### What the task asks
Locate every line in the records below that contains the word "Schloßstraße", and copy each one.

(Data records)

--

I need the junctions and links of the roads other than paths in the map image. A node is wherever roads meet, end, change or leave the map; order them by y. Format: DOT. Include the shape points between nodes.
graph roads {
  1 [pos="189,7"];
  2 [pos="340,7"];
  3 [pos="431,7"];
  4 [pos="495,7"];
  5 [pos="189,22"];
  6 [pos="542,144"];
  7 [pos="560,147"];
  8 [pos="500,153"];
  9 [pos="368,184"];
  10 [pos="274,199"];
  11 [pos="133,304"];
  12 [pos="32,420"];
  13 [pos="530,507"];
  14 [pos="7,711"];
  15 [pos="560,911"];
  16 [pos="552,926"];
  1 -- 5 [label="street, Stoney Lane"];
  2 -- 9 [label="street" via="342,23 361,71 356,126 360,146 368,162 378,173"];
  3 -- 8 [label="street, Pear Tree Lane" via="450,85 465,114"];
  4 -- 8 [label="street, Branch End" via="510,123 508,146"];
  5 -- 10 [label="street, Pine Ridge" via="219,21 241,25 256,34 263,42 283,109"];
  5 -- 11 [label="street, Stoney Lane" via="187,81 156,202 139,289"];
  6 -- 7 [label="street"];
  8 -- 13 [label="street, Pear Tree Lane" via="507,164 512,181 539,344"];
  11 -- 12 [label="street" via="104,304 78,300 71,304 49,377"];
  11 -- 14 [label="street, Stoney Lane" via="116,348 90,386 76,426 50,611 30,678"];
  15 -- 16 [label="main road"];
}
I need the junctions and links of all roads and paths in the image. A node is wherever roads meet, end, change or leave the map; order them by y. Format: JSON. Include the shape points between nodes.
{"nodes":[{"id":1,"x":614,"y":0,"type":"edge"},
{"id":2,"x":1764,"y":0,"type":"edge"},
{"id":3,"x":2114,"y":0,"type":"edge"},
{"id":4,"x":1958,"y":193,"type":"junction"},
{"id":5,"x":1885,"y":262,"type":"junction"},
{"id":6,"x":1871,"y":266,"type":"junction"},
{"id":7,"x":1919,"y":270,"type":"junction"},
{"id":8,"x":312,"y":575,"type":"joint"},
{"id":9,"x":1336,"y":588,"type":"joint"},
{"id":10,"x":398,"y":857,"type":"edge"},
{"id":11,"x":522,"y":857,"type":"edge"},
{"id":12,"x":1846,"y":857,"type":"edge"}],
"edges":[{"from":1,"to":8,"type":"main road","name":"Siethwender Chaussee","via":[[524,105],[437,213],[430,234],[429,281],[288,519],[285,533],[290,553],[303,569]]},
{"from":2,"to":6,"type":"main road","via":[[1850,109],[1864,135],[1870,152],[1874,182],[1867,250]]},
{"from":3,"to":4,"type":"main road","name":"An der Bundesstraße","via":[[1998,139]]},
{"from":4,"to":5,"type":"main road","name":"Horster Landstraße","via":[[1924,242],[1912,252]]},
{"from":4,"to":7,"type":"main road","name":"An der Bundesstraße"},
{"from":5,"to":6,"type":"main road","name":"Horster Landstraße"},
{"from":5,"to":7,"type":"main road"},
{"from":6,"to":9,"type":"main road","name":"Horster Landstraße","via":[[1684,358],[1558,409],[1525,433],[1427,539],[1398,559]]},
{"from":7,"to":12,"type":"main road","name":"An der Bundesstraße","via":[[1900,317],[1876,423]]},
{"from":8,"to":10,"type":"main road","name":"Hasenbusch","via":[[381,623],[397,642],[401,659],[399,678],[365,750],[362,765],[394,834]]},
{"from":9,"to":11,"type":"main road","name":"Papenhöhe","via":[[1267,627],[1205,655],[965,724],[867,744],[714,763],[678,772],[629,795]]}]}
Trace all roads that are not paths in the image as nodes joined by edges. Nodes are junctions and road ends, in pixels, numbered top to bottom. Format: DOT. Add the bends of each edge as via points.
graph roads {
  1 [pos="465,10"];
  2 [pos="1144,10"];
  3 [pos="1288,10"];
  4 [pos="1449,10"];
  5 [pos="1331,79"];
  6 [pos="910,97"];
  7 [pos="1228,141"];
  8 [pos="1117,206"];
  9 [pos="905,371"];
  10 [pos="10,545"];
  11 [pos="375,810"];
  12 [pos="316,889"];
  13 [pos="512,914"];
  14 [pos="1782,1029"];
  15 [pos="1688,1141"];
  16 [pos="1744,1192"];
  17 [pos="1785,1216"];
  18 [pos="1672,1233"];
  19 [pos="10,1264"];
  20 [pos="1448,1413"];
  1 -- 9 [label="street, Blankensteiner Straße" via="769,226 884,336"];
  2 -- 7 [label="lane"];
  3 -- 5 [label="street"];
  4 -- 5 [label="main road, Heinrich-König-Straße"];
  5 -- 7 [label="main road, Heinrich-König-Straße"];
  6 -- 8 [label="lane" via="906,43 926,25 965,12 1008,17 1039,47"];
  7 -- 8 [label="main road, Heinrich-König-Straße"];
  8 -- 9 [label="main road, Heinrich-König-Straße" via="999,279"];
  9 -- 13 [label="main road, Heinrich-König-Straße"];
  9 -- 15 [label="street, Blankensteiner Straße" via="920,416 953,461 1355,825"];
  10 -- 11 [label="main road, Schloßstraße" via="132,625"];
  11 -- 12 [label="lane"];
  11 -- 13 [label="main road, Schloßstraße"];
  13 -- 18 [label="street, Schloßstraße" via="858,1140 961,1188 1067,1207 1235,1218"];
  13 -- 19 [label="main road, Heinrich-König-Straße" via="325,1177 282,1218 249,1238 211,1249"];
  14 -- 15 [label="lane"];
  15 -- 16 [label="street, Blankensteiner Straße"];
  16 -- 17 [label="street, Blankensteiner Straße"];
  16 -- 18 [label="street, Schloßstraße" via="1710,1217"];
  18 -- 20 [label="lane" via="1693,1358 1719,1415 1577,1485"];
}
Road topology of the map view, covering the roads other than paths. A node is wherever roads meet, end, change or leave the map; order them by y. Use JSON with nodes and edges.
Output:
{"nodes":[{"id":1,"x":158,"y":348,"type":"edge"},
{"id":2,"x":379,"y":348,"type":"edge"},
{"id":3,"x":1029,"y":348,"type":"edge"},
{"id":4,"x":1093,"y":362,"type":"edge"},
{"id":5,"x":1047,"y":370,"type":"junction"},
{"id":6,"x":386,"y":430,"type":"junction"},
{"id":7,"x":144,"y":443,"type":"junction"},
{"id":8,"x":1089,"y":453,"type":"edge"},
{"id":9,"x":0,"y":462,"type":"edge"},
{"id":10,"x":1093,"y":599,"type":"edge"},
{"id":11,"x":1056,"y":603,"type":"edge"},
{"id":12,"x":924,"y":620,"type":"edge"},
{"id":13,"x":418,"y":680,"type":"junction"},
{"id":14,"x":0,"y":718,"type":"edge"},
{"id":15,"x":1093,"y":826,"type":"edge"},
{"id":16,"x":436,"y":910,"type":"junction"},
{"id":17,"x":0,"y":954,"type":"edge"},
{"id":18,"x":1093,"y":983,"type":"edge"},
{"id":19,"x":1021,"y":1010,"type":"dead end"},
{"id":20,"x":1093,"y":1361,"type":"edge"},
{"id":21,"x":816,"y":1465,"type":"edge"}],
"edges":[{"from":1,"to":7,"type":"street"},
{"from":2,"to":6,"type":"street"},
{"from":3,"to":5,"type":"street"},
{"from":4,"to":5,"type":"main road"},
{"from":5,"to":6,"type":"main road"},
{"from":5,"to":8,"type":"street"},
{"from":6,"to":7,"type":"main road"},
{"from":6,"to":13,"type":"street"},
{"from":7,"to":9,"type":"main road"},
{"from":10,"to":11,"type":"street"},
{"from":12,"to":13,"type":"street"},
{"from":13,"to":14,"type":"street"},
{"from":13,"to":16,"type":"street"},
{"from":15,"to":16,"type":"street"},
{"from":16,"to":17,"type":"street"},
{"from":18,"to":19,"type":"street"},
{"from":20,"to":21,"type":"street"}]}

--

### Exercise answer
  10 -- 11 [label="main road, Schloßstraße" via="132,625"];
  11 -- 13 [label="main road, Schloßstraße"];
  13 -- 18 [label="street, Schloßstraße" via="858,1140 961,1188 1067,1207 1235,1218"];
  16 -- 18 [label="street, Schloßstraße" via="1710,1217"];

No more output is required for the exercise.